E le parole di don Luigi Ciotti debbono farci svegliare. "Oggi c'è un livello di commistione mai raggiunto tra le mafie e le istituzioni.
Tutte le mafie stanno ingrassando e non sono figlie della povertà e dell'emarginazione.

Non c'è legalità senza uguaglianza.

C'è bisogno di giustizia sociale.

Chi protegge la mafia e' la critica sterile, e' la protesta senza impegno, son o quelle solidarietà che non si traducono in corresponsabilità".
A Trapani la mafia resta quella che nel 1988 veniva raccontata dal giornalista senza tessera Mauro Rostagno, barbaramente ammazzato perché raccontava, c’era e c’è una mafia forte e inviolabile, protetta da insospettabili alleati, c’è la mafia che induce a chiedere a un giornalista “a chi appartieni”, c’è un giornalismo che invece anche di esagerare preferisce il silenzio o il fango.

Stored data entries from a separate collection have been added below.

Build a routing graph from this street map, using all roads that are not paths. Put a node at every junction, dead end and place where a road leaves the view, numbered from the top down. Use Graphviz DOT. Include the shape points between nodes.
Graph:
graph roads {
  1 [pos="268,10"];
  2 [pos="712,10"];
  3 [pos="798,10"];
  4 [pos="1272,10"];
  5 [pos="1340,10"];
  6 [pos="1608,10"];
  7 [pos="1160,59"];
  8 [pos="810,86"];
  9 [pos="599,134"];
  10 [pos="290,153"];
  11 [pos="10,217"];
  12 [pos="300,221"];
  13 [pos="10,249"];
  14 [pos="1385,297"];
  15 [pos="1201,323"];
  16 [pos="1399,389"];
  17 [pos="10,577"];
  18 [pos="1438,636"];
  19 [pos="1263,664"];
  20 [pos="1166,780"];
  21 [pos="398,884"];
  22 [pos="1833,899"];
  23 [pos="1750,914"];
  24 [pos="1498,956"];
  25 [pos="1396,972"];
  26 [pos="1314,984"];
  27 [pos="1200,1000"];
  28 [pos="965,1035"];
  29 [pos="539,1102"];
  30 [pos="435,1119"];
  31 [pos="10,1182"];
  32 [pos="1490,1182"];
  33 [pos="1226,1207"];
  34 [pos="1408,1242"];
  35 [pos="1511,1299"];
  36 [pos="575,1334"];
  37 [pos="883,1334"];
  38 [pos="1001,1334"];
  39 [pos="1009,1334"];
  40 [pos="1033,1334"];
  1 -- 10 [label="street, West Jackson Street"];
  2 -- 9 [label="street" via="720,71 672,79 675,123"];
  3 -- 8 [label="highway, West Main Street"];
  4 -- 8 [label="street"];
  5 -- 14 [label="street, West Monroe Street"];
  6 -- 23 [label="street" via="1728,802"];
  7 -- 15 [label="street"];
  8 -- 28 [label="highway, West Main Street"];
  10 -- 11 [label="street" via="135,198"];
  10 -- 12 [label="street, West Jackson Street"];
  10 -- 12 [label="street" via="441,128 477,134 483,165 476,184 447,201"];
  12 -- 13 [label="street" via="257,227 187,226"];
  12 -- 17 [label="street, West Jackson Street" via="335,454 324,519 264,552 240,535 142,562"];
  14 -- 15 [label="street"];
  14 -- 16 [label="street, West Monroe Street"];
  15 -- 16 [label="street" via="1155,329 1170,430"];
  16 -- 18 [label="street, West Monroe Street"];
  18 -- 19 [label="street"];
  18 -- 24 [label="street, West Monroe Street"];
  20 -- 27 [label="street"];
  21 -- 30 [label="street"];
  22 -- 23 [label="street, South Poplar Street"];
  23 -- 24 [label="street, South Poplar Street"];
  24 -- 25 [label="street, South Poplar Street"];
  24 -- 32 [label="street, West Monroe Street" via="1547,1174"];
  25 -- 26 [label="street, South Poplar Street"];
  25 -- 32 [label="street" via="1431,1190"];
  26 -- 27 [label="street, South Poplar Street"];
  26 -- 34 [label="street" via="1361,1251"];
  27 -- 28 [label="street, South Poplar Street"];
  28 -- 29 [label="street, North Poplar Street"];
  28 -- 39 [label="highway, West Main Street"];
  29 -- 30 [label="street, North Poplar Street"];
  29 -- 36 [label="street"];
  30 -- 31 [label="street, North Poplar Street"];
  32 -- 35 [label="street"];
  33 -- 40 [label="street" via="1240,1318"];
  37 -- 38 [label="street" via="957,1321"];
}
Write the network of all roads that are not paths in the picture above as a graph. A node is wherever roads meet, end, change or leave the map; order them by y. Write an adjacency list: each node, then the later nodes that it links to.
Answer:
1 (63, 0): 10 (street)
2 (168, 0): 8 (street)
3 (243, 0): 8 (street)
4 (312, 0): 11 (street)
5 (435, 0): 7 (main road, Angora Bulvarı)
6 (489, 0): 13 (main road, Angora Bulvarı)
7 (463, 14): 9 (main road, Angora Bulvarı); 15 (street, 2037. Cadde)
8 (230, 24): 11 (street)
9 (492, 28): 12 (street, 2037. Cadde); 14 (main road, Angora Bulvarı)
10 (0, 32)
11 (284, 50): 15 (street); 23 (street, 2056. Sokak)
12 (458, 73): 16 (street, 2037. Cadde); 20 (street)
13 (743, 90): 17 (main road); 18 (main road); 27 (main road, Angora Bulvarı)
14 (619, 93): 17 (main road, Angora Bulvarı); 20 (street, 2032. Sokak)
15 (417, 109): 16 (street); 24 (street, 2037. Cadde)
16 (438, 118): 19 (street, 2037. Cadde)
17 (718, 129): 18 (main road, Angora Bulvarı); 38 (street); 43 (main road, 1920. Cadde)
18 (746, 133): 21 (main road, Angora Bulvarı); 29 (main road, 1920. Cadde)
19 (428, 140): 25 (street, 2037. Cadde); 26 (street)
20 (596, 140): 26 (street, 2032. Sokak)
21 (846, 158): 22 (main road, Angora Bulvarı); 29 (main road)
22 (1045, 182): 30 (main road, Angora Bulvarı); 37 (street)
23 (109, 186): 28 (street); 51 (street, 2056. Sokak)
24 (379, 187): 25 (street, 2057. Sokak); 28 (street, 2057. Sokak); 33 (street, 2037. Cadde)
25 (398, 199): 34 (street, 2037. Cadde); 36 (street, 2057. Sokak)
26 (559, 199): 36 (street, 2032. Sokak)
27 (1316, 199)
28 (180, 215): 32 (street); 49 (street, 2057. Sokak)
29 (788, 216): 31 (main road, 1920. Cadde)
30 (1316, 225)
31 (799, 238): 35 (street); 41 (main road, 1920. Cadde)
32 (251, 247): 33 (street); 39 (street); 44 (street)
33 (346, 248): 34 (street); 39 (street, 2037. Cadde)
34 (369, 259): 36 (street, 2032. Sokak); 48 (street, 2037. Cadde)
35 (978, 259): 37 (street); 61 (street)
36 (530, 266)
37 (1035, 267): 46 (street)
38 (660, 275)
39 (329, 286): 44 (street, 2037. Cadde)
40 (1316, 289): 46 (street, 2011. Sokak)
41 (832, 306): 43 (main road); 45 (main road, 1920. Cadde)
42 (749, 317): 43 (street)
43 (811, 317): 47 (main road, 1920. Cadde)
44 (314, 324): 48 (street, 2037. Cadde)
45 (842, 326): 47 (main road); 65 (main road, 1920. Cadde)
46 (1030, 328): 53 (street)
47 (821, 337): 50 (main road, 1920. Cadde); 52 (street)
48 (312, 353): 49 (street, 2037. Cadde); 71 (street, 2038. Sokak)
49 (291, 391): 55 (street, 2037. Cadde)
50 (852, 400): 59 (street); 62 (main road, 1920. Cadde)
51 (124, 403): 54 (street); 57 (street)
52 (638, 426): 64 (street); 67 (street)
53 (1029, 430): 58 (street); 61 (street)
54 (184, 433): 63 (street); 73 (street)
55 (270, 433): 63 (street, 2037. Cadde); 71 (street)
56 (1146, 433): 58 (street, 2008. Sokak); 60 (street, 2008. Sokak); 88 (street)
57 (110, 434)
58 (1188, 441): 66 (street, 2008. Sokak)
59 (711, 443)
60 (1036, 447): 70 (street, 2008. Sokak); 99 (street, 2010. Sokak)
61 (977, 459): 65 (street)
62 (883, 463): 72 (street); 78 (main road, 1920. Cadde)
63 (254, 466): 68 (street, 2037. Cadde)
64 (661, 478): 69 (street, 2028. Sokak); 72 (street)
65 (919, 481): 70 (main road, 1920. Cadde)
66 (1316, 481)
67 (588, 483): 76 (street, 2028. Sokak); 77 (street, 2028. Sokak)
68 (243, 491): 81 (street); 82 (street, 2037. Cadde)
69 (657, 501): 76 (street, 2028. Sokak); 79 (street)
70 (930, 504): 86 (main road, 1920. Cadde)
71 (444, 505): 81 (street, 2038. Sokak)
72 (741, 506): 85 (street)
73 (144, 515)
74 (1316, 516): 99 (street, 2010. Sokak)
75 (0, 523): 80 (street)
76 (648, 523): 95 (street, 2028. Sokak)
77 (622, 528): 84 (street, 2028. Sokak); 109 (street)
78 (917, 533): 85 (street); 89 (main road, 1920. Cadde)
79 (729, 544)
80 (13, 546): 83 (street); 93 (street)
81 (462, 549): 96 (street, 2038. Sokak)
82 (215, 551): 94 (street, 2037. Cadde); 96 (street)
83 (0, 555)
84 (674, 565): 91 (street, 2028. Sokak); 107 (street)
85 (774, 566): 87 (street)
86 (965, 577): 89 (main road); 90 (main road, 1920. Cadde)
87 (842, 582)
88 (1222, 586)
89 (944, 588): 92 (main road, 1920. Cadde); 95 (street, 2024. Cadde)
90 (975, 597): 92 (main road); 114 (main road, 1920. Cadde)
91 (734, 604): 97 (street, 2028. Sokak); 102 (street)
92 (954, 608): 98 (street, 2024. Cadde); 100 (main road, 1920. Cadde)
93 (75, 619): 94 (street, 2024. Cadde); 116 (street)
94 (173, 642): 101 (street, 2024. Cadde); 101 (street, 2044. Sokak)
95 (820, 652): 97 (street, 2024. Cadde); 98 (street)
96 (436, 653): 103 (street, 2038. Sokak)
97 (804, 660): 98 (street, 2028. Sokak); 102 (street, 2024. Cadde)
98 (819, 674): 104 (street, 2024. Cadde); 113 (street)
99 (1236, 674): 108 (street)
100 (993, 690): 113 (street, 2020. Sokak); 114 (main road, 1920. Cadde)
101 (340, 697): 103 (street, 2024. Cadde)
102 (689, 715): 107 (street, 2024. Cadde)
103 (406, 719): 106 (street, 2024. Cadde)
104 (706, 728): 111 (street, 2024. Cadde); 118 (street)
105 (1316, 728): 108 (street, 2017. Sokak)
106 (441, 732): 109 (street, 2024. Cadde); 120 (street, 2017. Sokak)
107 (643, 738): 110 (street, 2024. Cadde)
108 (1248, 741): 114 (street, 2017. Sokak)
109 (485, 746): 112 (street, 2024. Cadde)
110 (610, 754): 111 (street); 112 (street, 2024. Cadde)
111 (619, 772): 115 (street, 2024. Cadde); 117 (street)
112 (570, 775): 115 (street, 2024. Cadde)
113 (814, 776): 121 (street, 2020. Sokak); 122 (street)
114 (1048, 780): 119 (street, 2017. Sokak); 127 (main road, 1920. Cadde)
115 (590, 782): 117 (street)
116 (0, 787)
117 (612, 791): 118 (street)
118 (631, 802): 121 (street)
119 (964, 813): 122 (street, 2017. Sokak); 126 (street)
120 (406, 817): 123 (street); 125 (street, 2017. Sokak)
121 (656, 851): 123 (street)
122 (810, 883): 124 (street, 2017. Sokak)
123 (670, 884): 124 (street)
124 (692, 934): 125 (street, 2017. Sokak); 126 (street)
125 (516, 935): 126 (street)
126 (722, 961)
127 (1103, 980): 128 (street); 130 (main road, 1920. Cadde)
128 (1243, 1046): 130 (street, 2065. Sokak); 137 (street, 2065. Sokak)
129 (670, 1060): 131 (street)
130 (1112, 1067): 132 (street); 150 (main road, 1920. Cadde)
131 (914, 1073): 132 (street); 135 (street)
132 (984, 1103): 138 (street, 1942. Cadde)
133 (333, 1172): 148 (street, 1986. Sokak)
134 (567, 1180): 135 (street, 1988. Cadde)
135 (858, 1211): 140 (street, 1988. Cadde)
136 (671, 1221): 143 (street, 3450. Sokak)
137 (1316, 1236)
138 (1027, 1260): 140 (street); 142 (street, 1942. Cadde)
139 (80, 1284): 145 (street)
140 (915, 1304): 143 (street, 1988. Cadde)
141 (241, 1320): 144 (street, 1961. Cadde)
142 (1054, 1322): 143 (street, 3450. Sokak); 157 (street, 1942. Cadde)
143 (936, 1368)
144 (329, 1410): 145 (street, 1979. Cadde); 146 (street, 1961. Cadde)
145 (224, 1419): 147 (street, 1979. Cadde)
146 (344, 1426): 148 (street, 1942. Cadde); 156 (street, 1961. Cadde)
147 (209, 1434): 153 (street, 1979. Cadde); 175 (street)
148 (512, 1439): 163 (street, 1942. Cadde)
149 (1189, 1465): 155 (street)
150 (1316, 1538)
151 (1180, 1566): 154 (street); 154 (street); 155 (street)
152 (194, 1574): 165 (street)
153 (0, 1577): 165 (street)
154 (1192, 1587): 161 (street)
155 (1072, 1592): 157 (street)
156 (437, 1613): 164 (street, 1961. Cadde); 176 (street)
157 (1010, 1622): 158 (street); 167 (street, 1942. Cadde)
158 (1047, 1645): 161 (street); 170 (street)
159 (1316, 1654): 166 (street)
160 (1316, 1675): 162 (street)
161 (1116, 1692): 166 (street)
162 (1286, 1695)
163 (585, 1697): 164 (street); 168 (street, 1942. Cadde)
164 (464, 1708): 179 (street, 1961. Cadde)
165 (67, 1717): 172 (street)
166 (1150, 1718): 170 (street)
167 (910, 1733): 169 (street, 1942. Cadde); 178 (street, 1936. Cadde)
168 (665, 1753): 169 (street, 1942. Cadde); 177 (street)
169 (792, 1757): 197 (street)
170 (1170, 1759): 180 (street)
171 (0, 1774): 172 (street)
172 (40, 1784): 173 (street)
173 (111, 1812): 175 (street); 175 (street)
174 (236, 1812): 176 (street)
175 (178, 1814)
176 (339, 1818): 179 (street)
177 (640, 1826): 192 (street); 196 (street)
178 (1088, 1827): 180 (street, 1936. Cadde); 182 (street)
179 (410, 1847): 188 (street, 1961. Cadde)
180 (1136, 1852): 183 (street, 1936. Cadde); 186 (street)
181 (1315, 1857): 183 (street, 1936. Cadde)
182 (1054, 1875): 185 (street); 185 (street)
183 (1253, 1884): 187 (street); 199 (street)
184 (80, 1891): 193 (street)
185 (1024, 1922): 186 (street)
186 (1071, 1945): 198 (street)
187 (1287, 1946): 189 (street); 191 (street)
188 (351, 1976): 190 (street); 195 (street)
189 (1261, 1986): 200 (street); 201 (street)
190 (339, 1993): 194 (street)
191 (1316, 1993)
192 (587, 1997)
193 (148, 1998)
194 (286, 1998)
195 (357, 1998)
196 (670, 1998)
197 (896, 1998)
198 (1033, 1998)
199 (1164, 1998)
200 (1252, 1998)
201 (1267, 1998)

Questa non è una terra normale, purtroppo ce ne accorgiamo ogni giorno di più. Dove passa facile facile il messaggio che i magistrati sono, come li descrive Matteo Messina Denaro,  dei Torquemada, qui accade che spariscono le notizie semmai vengano scritte. Spariscono le condanne semmai qualcuno se ne ricordi, qui si fanno i “festival della legalità” dove la parola mafia è bandita, qui la gente non sa ancora indignarsi. E questa è la cosa più grave tra le responsabilità che fanno di tutti noi dei “colpevoli”.
Un capitolo a parte merita il giornalismo. Conoscere, scrive Roberto Saviano a proposito di Gomorra, non è più una traccia di impegno morale. Sapere, capire diviene una necessità. L'unica possibile per considerarsi ancora uomini degni di respirare. Allora qui ci sono pochi uomini e ci sono tanti uomini che pensano di respirare. E’ stato sempre impossibile raccontare la mafia anche quando insanguinava le strade, oggi è sicuramente ancora più impossibile perché  la specificità che distingue la mafia dalle altre organizzazioni criminali, e cioè il suo essere parte integrante di un sistema di potere in cui c’è la politica. Oggi noi giornalisti dobbiamo sforzarci di rompere il muro di omertà che protegge Cosa nostra, dobbiamo raccontare bene le cose con i nomi ed i cognomi, sfatare ciò che tanti pensano e cioè che da queste parti il bavaglio esiste senza bisogno di far una legge come sembra desideri fare il Parlamento. Dobbiamo avere la forza di rispedire al mittente le veline che puntualmente arrivano dagli avvocati difensori dei mafiosi, dei collusi, dei corrotti. “Fai quel che devi accada ciò che può” è la lezione che ci ha lasciato Roberto Morrione. “Trapani - ci ha ricordato poco prima di morire prematuramente Santo Della Volpe - che sia un luogo difficile per la nostra professione è certezza; ma proprio per questo il giornalismo deve essere limpido e ben ancorato ai capisaldi della professione”. Cosa nostra può essere combattuta anche dai giornalisti, mettendo al centro del nostro lavoro, come ancora ci ha lasciato detto Santo Della Volpe, i diritti e i doveri del giornalismo e quindi la qualità dell’informazione, senza mai abbassare lo sguardo dinanzi a chi ha colpe da scontare, o in galera o anche per le strade delle città.
Abbiamo tra le mani quella verità che Mark Twain definiva più bizzarra, perché più fantastica di ogni finzione!